In two weeks, I'll be going back to Davenport for the Klezmatics -- one of my favorite, favorite, favorite bands of all time, who hardly ever come to Iowa -- in fact I've never seen a show in Iowa on any of their tours. They usually stick to the coasts and maybe hit Chicago. But they're coming! It's going to be a real quasi-spiritual experience for me. When I first heard their music in middle school, it started me off on a long and endlessly enjoyable journey of discovery about klezmer, Jewish music, Jewish culture, and generally turned me into the great big embarrassing Yiddish-spouting Tanakh-reading philo-Semite I am today. And I'd like to thank them for all the cultural and intellectual enrichment they have given me.
I love klezmer because I am turned off by the purity and rigidity of strictly-western music (and don't take that the wrong way, because there are plenty of long-dead Germans on my CD shelf). Eastern music has so many great qualities that I can't understand why Western music never used them, or worse, wrote rules forbidding them -- quarter-or-less tones and unusual time signatures and all that. klezmer music has never rejected any influence it's come across. It's still changing. It just keeps moving across the globe, picking up any sound it touches, and incorporating it beautifully into a whole.

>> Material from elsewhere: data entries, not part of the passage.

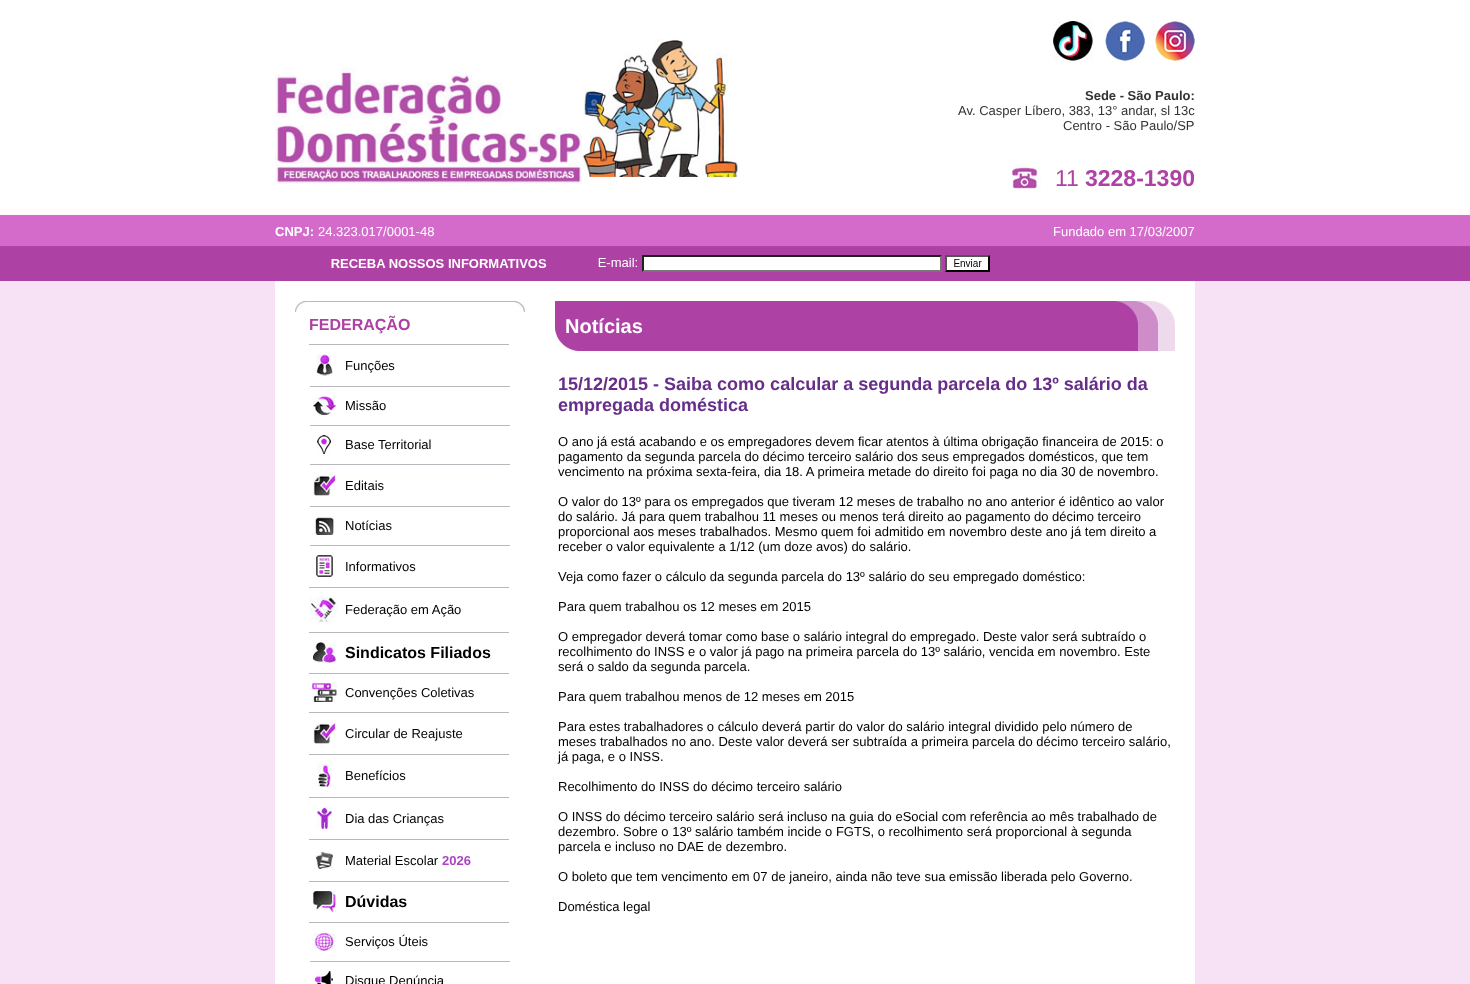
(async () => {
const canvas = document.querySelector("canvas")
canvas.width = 1470
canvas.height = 984
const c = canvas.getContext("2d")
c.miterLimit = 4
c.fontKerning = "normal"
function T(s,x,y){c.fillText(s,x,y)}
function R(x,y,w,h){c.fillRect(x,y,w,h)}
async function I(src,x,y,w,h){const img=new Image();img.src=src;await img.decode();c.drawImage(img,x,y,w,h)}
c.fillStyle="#f7e2f5"
R(0,0,1470,984)
await I("1.png",0,0,1470,281)
await I("2.png",275,39,465,145)
await I("3.png",1053,21,40,40)
await I("4.png",1105,21,40,40)
await I("5.png",1155,21,40,40)
c.font="bold 13px Liberation Sans"
c.fillStyle="#333"
T("Sede - São Paulo:",1085,100)
c.font="13px Liberation Sans"
T("Av. Casper Líbero, 383, 13° andar, sl 13c",958,115)
T("Centro - São Paulo/SP",1063,130)
await I("6.png",1012,165,29,24)
c.font="23px Liberation Sans"
c.fillStyle="#ad42a4"
T("11",1055,186)
c.font="bold 23px Liberation Sans"
T("3228-1390",1085,186)
c.font="bold 13px Liberation Sans"
c.fillStyle="#fff"
T("CNPJ:",275,236)
c.font="13px Liberation Sans"
T("24.323.017/0001-48",318,236)
T("Fundado em 17/03/2007",1053,236)
await I("7.png",331,255,659,17)
R(275,281,920,703)
await I("8.png",295,301,230,11)
c.font="bold 16px Liberation Sans"
c.fillStyle="#ad42a4"
T("FEDERAÇÃO",309,330)
c.fillStyle="#b7b8bd"
R(309,344,200,1)
await I("9.png",316,354,17,22)
c.font="13px Liberation Sans"
c.fillStyle="#000"
T("Funções",345,370)
c.fillStyle="#b7b8bd"
R(310,386,200,1)
await I("10.png",313,396,23,19)
c.fillStyle="#000"
T("Missão",345,410)
c.fillStyle="#b7b8bd"
R(310,425,200,1)
await I("11.png",317,435,14,19)
c.fillStyle="#000"
T("Base Territorial",345,449)
c.fillStyle="#b7b8bd"
R(310,464,200,1)
await I("12.png",313,474,23,22)
c.fillStyle="#000"
T("Editais",345,490)
c.fillStyle="#b7b8bd"
R(310,506,200,1)
await I("13.png",314,516,21,19)
c.fillStyle="#000"
T("Notícias",345,530)
c.fillStyle="#b7b8bd"
R(310,545,200,1)
await I("14.png",316,555,17,22)
c.fillStyle="#000"
T("Informativos",345,571)
c.fillStyle="#b7b8bd"
R(309,587,200,1)
await I("15.png",310,597,28,25)
c.fillStyle="#000"
T("Federação em Ação",345,614)
c.fillStyle="#b7b8bd"
R(309,632,200,1)
await I("16.png",313,642,23,21)
c.font="bold 16px Liberation Sans"
c.fillStyle="#000"
T("Sindicatos Filiados",345,658)
c.fillStyle="#b7b8bd"
R(309,673,200,1)
await I("17.png",312,683,25,19)
c.font="13px Liberation Sans"
c.fillStyle="#000"
T("Convenções Coletivas",345,697)
c.fillStyle="#b7b8bd"
R(309,712,200,1)
await I("12.png",313,722,23,22)
c.fillStyle="#000"
T("Circular de Reajuste",345,738)
c.fillStyle="#b7b8bd"
R(309,754,200,1)
await I("18.png",318,764,13,23)
c.fillStyle="#000"
T("Benefícios",345,780)
c.fillStyle="#b7b8bd"
R(309,797,200,1)
await I("19.png",316,807,16,22)
c.fillStyle="#000"
T("Dia das Crianças",345,823)
c.fillStyle="#b7b8bd"
R(309,839,200,1)
await I("20.png",316,849,17,22)
c.fillStyle="#000"
T("Material Escolar",345,865)
c.font="bold 13px Liberation Sans"
c.fillStyle="#ad42c3"
T("2026",442,865)
c.fillStyle="#b7b8bd"
R(309,881,200,1)
await I("21.png",313,891,23,21)
c.font="bold 16px Liberation Sans"
c.fillStyle="#000"
T("Dúvidas",345,907)
c.fillStyle="#b7b8bd"
R(309,922,200,1)
await I("22.png",314,932,21,19)
c.font="13px Liberation Sans"
c.fillStyle="#000"
T("Serviços Úteis",345,946)
c.fillStyle="#b7b8bd"
R(310,961,200,1)
await I("23.png",315,971,18,13)
c.fillStyle="#000"
T("Disque Denúncia",345,985)
await I("24.png",555,301,620,50)
c.font="bold 20px Liberation Sans"
c.fillStyle="#fff"
T("Notícias",565,333)
c.font="bold 18px Liberation Sans"
c.fillStyle="#662e89"
T("15/12/2015 - Saiba como calcular a segunda parcela do 13º salário da",558,390)
T("empregada doméstica",558,411)
c.font="13px Liberation Sans"
c.fillStyle="#000"
T("O ano já está acabando e os empregadores devem ficar atentos à última obrigação financeira de 2015: o",558,446)
T("pagamento da segunda parcela do décimo terceiro salário dos seus empregados domésticos, que tem",558,461)
T("vencimento na próxima sexta-feira, dia 18. A primeira metade do direito foi paga no dia 30 de novembro.",558,476)
T("O valor do 13º para os empregados que tiveram 12 meses de trabalho no ano anterior é idêntico ao valor",558,506)
T("do salário. Já para quem trabalhou 11 meses ou menos terá direito ao pagamento do décimo terceiro",558,521)
T("proporcional aos meses trabalhados. Mesmo quem foi admitido em novembro deste ano já tem direito a",558,536)
T("receber o valor equivalente a 1/12 (um doze avos) do salário.",558,551)
T("Veja como fazer o cálculo da segunda parcela do 13º salário do seu empregado doméstico:",558,581)
T("Para quem trabalhou os 12 meses em 2015",558,611)
T("O empregador deverá tomar como base o salário integral do empregado. Deste valor será subtraído o",558,641)
T("recolhimento do INSS e o valor já pago na primeira parcela do 13º salário, vencida em novembro. Este",558,656)
T("será o saldo da segunda parcela.",558,671)
T("Para quem trabalhou menos de 12 meses em 2015",558,701)
T("Para estes trabalhadores o cálculo deverá partir do valor do salário integral dividido pelo número de",558,731)
T("meses trabalhados no ano. Deste valor deverá ser subtraída a primeira parcela do décimo terceiro salário,",558,746)
T("já paga, e o INSS.",558,761)
T("Recolhimento do INSS do décimo terceiro salário",558,791)
T("O INSS do décimo terceiro salário será incluso na guia do eSocial com referência ao mês trabalhado de",558,821)
T("dezembro. Sobre o 13º salário também incide o FGTS, o recolhimento será proporcional à segunda",558,836)
T("parcela e incluso no DAE de dezembro.",558,851)
T("O boleto que tem vencimento em 07 de janeiro, ainda não teve sua emissão liberada pelo Governo.",558,881)
T("Doméstica legal",558,911)
})()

I love traditional klezmer music but I think people who say "Oh, the Klezmatics aren't really klezmer" or "The Cracow Klezmer Band isn't strictly klezmer" or "X isn't actually klezmer" are forgetting something very important about the nature of this music. Of course, klezmer has a strict tradition based on devotional music, but it's always been different depending on where it was geographically located. There are Russian and Romanian and Turkish and Bulgarian folk songs in its traditional repertoire. It works with what it's got. That is how it has managed to communicate with people and touch people wherever it goes. And there is no reason it should not continue to do that. Keep on fusin', klezmer.